Top of INFORMATION SUPPLIED

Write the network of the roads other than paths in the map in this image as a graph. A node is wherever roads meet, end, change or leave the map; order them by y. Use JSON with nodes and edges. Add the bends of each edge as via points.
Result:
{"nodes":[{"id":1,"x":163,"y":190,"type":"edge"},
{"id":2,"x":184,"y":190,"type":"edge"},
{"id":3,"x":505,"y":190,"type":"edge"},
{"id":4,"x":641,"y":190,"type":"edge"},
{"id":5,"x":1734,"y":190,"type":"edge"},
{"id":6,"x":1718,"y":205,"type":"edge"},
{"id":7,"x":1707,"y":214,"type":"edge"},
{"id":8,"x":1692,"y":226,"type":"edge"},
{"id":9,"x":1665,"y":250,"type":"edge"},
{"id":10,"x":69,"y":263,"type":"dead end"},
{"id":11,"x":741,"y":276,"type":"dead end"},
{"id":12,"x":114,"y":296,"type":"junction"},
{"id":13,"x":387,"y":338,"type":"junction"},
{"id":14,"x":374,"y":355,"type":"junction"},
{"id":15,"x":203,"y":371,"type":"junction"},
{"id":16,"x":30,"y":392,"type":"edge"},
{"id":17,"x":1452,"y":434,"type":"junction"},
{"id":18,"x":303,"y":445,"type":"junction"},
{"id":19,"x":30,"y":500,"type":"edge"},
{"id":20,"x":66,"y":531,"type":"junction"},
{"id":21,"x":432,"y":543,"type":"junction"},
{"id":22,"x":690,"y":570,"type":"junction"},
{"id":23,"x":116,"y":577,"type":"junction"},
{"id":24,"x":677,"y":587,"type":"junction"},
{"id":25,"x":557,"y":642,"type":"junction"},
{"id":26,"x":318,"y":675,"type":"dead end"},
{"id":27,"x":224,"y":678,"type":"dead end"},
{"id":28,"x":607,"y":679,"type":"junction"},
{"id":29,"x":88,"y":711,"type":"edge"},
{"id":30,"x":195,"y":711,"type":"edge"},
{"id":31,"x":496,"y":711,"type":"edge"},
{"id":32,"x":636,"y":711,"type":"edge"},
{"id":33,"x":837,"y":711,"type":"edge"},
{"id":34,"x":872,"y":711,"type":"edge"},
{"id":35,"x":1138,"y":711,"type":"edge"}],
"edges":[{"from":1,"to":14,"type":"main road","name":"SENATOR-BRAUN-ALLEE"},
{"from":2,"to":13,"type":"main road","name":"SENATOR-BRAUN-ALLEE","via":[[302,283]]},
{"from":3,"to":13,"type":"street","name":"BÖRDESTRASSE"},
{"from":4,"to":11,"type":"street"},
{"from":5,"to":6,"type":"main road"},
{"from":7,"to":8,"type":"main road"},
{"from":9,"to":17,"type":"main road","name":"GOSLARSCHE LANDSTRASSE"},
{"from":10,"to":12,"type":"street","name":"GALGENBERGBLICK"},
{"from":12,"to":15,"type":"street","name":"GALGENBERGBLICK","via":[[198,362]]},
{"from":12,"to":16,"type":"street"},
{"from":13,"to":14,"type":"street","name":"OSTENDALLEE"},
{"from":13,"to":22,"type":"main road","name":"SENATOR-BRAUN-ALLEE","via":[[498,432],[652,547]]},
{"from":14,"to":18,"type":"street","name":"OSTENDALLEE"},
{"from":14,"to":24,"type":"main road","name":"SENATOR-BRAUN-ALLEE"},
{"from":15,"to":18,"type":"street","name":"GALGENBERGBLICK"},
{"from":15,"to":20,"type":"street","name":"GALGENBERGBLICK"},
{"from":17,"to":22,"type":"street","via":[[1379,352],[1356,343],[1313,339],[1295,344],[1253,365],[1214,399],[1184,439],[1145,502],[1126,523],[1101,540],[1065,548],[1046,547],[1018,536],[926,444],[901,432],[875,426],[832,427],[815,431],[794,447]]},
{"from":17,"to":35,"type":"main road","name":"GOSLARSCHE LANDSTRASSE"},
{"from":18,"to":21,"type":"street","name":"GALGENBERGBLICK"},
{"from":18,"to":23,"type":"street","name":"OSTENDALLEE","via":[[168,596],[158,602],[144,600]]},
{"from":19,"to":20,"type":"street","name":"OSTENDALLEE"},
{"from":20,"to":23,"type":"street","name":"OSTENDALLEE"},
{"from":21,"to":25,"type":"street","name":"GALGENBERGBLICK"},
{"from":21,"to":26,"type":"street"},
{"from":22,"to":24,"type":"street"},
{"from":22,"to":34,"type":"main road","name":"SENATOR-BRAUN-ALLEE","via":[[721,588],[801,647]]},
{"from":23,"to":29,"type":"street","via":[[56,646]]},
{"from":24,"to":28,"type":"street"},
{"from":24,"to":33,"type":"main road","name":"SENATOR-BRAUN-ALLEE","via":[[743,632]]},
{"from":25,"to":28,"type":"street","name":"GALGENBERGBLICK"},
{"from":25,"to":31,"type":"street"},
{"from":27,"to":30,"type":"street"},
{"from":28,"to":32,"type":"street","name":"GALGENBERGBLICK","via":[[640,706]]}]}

Bottom of INFORMATION SUPPLIED

**WORK INSTRUCTION**
Repeat the listing above in full, word for word.

**THE ANSWER**
Write the network of the roads other than paths in the map in this image as a graph. A node is wherever roads meet, end, change or leave the map; order them by y. Use JSON with nodes and edges. Add the bends of each edge as via points.
Result:
{"nodes":[{"id":1,"x":163,"y":190,"type":"edge"},
{"id":2,"x":184,"y":190,"type":"edge"},
{"id":3,"x":505,"y":190,"type":"edge"},
{"id":4,"x":641,"y":190,"type":"edge"},
{"id":5,"x":1734,"y":190,"type":"edge"},
{"id":6,"x":1718,"y":205,"type":"edge"},
{"id":7,"x":1707,"y":214,"type":"edge"},
{"id":8,"x":1692,"y":226,"type":"edge"},
{"id":9,"x":1665,"y":250,"type":"edge"},
{"id":10,"x":69,"y":263,"type":"dead end"},
{"id":11,"x":741,"y":276,"type":"dead end"},
{"id":12,"x":114,"y":296,"type":"junction"},
{"id":13,"x":387,"y":338,"type":"junction"},
{"id":14,"x":374,"y":355,"type":"junction"},
{"id":15,"x":203,"y":371,"type":"junction"},
{"id":16,"x":30,"y":392,"type":"edge"},
{"id":17,"x":1452,"y":434,"type":"junction"},
{"id":18,"x":303,"y":445,"type":"junction"},
{"id":19,"x":30,"y":500,"type":"edge"},
{"id":20,"x":66,"y":531,"type":"junction"},
{"id":21,"x":432,"y":543,"type":"junction"},
{"id":22,"x":690,"y":570,"type":"junction"},
{"id":23,"x":116,"y":577,"type":"junction"},
{"id":24,"x":677,"y":587,"type":"junction"},
{"id":25,"x":557,"y":642,"type":"junction"},
{"id":26,"x":318,"y":675,"type":"dead end"},
{"id":27,"x":224,"y":678,"type":"dead end"},
{"id":28,"x":607,"y":679,"type":"junction"},
{"id":29,"x":88,"y":711,"type":"edge"},
{"id":30,"x":195,"y":711,"type":"edge"},
{"id":31,"x":496,"y":711,"type":"edge"},
{"id":32,"x":636,"y":711,"type":"edge"},
{"id":33,"x":837,"y":711,"type":"edge"},
{"id":34,"x":872,"y":711,"type":"edge"},
{"id":35,"x":1138,"y":711,"type":"edge"}],
"edges":[{"from":1,"to":14,"type":"main road","name":"SENATOR-BRAUN-ALLEE"},
{"from":2,"to":13,"type":"main road","name":"SENATOR-BRAUN-ALLEE","via":[[302,283]]},
{"from":3,"to":13,"type":"street","name":"BÖRDESTRASSE"},
{"from":4,"to":11,"type":"street"},
{"from":5,"to":6,"type":"main road"},
{"from":7,"to":8,"type":"main road"},
{"from":9,"to":17,"type":"main road","name":"GOSLARSCHE LANDSTRASSE"},
{"from":10,"to":12,"type":"street","name":"GALGENBERGBLICK"},
{"from":12,"to":15,"type":"street","name":"GALGENBERGBLICK","via":[[198,362]]},
{"from":12,"to":16,"type":"street"},
{"from":13,"to":14,"type":"street","name":"OSTENDALLEE"},
{"from":13,"to":22,"type":"main road","name":"SENATOR-BRAUN-ALLEE","via":[[498,432],[652,547]]},
{"from":14,"to":18,"type":"street","name":"OSTENDALLEE"},
{"from":14,"to":24,"type":"main road","name":"SENATOR-BRAUN-ALLEE"},
{"from":15,"to":18,"type":"street","name":"GALGENBERGBLICK"},
{"from":15,"to":20,"type":"street","name":"GALGENBERGBLICK"},
{"from":17,"to":22,"type":"street","via":[[1379,352],[1356,343],[1313,339],[1295,344],[1253,365],[1214,399],[1184,439],[1145,502],[1126,523],[1101,540],[1065,548],[1046,547],[1018,536],[926,444],[901,432],[875,426],[832,427],[815,431],[794,447]]},
{"from":17,"to":35,"type":"main road","name":"GOSLARSCHE LANDSTRASSE"},
{"from":18,"to":21,"type":"street","name":"GALGENBERGBLICK"},
{"from":18,"to":23,"type":"street","name":"OSTENDALLEE","via":[[168,596],[158,602],[144,600]]},
{"from":19,"to":20,"type":"street","name":"OSTENDALLEE"},
{"from":20,"to":23,"type":"street","name":"OSTENDALLEE"},
{"from":21,"to":25,"type":"street","name":"GALGENBERGBLICK"},
{"from":21,"to":26,"type":"street"},
{"from":22,"to":24,"type":"street"},
{"from":22,"to":34,"type":"main road","name":"SENATOR-BRAUN-ALLEE","via":[[721,588],[801,647]]},
{"from":23,"to":29,"type":"street","via":[[56,646]]},
{"from":24,"to":28,"type":"street"},
{"from":24,"to":33,"type":"main road","name":"SENATOR-BRAUN-ALLEE","via":[[743,632]]},
{"from":25,"to":28,"type":"street","name":"GALGENBERGBLICK"},
{"from":25,"to":31,"type":"street"},
{"from":27,"to":30,"type":"street"},
{"from":28,"to":32,"type":"street","name":"GALGENBERGBLICK","via":[[640,706]]}]}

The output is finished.